▶ WORK ORDER
Write out the stretch of lines below that begins at the line with "M786,950L801,988L751,1006L737,970Z" and ends at the line with "M0,181L41,333", including both, exactly as given and nothing more.

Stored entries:
--- --- ---

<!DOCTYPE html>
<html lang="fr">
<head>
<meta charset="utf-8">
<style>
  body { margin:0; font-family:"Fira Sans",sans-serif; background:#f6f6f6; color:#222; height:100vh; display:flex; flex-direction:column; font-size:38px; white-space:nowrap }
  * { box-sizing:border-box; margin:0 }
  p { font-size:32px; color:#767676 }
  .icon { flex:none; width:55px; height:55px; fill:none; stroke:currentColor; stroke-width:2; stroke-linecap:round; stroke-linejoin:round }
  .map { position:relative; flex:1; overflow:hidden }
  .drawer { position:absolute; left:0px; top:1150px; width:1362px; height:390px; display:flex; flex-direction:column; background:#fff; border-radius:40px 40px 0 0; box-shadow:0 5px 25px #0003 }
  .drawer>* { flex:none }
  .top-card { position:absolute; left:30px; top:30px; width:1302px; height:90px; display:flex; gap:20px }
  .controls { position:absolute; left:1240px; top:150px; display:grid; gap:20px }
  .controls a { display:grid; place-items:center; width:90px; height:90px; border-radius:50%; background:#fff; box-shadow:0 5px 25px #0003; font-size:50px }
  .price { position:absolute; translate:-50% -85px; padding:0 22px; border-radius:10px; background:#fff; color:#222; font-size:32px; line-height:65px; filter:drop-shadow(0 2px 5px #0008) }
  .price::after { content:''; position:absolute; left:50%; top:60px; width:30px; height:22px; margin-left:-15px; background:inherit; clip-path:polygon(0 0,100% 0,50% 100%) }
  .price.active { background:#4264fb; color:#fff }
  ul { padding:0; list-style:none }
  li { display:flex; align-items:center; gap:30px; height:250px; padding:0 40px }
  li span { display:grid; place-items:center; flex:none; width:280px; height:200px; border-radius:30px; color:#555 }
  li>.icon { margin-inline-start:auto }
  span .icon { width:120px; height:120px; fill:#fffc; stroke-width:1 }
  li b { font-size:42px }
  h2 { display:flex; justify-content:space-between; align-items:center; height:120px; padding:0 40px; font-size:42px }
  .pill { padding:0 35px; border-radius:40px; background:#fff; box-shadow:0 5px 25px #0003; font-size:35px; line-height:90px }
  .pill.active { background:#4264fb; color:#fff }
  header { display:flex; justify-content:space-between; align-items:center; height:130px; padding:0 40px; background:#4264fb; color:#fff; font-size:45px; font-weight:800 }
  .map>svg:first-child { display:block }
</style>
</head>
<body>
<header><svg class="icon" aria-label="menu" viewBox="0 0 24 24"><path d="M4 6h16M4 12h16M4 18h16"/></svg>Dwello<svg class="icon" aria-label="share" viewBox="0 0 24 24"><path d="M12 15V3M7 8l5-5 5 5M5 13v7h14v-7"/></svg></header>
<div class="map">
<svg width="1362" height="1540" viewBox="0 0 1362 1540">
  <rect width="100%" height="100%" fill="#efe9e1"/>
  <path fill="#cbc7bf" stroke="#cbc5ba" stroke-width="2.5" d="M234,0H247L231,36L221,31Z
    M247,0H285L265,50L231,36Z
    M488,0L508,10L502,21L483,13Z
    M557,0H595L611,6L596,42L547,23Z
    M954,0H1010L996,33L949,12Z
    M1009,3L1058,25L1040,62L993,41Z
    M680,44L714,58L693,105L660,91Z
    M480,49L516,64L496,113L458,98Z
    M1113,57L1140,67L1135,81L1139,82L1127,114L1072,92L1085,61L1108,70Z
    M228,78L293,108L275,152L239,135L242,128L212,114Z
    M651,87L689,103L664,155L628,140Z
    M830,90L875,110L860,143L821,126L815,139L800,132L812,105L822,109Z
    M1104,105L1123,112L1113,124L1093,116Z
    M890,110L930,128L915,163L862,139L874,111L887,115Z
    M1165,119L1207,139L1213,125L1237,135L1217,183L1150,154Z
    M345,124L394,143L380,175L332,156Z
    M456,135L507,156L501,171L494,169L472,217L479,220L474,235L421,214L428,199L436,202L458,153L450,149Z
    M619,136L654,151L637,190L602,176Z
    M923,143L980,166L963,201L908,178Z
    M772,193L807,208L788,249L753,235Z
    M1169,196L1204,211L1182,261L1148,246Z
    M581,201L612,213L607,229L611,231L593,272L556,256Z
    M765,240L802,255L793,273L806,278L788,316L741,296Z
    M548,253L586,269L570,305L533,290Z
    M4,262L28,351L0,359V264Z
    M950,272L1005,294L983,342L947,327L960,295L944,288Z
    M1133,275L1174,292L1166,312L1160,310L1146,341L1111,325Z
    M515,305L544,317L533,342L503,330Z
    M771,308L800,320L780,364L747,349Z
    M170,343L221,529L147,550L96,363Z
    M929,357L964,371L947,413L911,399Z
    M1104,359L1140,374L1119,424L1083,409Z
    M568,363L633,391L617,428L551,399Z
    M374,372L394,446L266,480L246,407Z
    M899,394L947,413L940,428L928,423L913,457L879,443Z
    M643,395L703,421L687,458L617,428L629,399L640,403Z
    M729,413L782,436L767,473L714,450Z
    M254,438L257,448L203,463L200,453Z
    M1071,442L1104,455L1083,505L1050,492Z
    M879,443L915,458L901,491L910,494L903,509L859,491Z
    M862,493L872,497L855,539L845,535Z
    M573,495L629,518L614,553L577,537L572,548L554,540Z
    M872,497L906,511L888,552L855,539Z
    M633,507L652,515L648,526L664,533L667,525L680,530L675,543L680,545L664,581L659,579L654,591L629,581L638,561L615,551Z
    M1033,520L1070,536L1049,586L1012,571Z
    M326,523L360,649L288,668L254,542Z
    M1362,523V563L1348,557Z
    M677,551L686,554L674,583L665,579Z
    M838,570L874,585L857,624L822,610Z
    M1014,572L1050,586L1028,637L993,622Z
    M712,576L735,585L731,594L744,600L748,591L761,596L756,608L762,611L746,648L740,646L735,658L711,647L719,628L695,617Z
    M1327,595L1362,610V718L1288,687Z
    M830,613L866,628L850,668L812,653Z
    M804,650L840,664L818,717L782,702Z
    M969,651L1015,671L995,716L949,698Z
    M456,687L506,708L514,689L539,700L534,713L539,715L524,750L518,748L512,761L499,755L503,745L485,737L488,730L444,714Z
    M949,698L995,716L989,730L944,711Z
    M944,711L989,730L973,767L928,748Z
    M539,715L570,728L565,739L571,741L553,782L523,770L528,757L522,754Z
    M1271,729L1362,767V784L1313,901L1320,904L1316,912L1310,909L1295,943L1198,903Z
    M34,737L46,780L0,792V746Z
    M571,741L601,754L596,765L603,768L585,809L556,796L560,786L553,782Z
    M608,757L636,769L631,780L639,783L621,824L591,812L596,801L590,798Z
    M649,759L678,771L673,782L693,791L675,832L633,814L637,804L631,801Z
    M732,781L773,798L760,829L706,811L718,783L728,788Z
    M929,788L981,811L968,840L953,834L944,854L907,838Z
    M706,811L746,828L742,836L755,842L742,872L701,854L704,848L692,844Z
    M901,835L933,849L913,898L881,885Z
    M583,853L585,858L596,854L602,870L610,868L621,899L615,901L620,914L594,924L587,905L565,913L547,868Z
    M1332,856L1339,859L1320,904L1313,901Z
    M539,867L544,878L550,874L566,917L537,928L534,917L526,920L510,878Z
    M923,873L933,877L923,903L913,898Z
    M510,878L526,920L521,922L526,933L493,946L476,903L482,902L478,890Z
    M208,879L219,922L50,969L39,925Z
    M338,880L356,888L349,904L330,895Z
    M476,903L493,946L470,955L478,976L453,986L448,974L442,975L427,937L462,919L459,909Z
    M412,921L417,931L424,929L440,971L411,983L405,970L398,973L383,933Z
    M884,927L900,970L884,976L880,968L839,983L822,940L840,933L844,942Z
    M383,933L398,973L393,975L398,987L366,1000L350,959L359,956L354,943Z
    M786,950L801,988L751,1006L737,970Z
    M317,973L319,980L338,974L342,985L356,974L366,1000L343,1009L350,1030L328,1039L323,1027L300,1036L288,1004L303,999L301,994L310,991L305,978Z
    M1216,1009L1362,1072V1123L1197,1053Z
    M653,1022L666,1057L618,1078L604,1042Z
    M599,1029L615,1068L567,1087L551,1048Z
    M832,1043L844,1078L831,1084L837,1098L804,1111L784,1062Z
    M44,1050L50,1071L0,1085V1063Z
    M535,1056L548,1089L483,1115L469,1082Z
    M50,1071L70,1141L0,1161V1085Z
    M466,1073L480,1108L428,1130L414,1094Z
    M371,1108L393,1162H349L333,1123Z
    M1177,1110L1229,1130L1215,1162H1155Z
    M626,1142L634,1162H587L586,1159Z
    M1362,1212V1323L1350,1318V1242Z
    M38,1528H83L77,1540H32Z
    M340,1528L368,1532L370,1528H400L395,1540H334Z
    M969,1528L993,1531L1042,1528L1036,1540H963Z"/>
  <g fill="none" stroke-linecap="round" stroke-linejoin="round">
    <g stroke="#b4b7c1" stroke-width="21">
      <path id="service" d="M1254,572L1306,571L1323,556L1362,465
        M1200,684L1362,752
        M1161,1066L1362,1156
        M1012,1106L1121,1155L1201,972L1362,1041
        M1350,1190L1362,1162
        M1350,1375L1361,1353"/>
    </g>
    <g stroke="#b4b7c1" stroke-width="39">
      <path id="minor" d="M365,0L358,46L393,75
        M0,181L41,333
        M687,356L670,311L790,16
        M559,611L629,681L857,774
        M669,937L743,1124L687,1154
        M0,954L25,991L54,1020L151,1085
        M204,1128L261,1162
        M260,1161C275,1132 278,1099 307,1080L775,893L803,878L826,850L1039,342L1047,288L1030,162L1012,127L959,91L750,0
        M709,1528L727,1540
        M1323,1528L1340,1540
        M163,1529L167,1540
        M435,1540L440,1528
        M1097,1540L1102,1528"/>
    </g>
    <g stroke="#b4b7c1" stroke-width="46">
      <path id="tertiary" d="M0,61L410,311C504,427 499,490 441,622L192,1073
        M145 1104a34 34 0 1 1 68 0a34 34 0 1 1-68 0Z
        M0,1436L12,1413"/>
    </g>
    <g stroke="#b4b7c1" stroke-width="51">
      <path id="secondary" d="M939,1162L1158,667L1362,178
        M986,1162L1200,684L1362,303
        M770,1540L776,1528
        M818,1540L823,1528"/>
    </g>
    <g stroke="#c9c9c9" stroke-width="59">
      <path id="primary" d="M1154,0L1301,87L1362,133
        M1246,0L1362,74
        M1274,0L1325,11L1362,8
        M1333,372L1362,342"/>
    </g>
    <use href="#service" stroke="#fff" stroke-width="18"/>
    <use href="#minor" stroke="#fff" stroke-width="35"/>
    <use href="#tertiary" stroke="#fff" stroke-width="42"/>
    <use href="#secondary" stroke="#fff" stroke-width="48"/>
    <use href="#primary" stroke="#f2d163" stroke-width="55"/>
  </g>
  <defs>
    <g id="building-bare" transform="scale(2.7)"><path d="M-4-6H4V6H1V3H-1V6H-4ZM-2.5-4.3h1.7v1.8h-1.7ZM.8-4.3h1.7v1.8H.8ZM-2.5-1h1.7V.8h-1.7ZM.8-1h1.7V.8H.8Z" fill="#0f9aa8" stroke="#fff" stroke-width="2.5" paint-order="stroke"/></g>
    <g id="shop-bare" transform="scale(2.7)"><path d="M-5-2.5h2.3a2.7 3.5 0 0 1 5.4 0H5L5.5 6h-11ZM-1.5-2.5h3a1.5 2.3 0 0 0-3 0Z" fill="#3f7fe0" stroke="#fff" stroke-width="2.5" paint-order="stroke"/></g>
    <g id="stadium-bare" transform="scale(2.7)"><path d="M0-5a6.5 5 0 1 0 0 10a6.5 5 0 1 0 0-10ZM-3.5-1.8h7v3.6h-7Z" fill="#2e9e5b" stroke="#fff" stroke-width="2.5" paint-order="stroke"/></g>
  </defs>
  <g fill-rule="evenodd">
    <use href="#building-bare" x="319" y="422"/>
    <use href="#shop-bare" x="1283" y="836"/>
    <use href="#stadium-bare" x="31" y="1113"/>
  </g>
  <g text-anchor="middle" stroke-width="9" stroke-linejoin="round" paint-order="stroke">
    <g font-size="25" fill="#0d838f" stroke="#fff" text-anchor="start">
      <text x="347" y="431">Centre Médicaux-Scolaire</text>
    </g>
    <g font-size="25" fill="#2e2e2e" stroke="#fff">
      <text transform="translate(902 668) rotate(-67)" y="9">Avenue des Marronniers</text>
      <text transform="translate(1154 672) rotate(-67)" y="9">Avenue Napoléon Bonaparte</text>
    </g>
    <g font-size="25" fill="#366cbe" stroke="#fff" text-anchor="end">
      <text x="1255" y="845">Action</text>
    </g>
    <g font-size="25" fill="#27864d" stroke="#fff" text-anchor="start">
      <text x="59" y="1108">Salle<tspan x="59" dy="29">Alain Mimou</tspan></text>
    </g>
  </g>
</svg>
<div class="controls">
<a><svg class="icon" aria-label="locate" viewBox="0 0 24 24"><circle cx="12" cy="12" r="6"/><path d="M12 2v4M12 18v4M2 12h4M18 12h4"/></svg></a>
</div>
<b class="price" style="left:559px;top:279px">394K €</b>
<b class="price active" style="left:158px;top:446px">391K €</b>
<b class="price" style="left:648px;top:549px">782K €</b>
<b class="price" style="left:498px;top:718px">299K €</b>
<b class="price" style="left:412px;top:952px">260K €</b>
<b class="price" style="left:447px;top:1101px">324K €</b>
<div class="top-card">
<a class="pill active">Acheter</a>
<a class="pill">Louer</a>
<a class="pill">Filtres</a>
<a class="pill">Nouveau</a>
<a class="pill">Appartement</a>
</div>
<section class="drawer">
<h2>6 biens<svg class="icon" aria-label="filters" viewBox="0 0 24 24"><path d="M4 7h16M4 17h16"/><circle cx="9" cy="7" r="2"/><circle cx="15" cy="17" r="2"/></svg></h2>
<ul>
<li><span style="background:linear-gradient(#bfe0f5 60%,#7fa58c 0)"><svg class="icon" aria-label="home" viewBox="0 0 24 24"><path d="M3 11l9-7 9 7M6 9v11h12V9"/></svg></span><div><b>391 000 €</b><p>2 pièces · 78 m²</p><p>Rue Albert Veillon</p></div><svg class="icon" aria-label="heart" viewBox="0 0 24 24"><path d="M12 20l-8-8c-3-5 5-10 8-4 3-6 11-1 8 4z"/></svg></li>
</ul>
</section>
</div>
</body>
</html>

--- --- ---

▶ EXPECTED ANSWER
    M786,950L801,988L751,1006L737,970Z
    M317,973L319,980L338,974L342,985L356,974L366,1000L343,1009L350,1030L328,1039L323,1027L300,1036L288,1004L303,999L301,994L310,991L305,978Z
    M1216,1009L1362,1072V1123L1197,1053Z
    M653,1022L666,1057L618,1078L604,1042Z
    M599,1029L615,1068L567,1087L551,1048Z
    M832,1043L844,1078L831,1084L837,1098L804,1111L784,1062Z
    M44,1050L50,1071L0,1085V1063Z
    M535,1056L548,1089L483,1115L469,1082Z
    M50,1071L70,1141L0,1161V1085Z
    M466,1073L480,1108L428,1130L414,1094Z
    M371,1108L393,1162H349L333,1123Z
    M1177,1110L1229,1130L1215,1162H1155Z
    M626,1142L634,1162H587L586,1159Z
    M1362,1212V1323L1350,1318V1242Z
    M38,1528H83L77,1540H32Z
    M340,1528L368,1532L370,1528H400L395,1540H334Z
    M969,1528L993,1531L1042,1528L1036,1540H963Z"/>
  <g fill="none" stroke-linecap="round" stroke-linejoin="round">
    <g stroke="#b4b7c1" stroke-width="21">
      <path id="service" d="M1254,572L1306,571L1323,556L1362,465
        M1200,684L1362,752
        M1161,1066L1362,1156
        M1012,1106L1121,1155L1201,972L1362,1041
        M1350,1190L1362,1162
        M1350,1375L1361,1353"/>
    </g>
    <g stroke="#b4b7c1" stroke-width="39">
      <path id="minor" d="M365,0L358,46L393,75
        M0,181L41,333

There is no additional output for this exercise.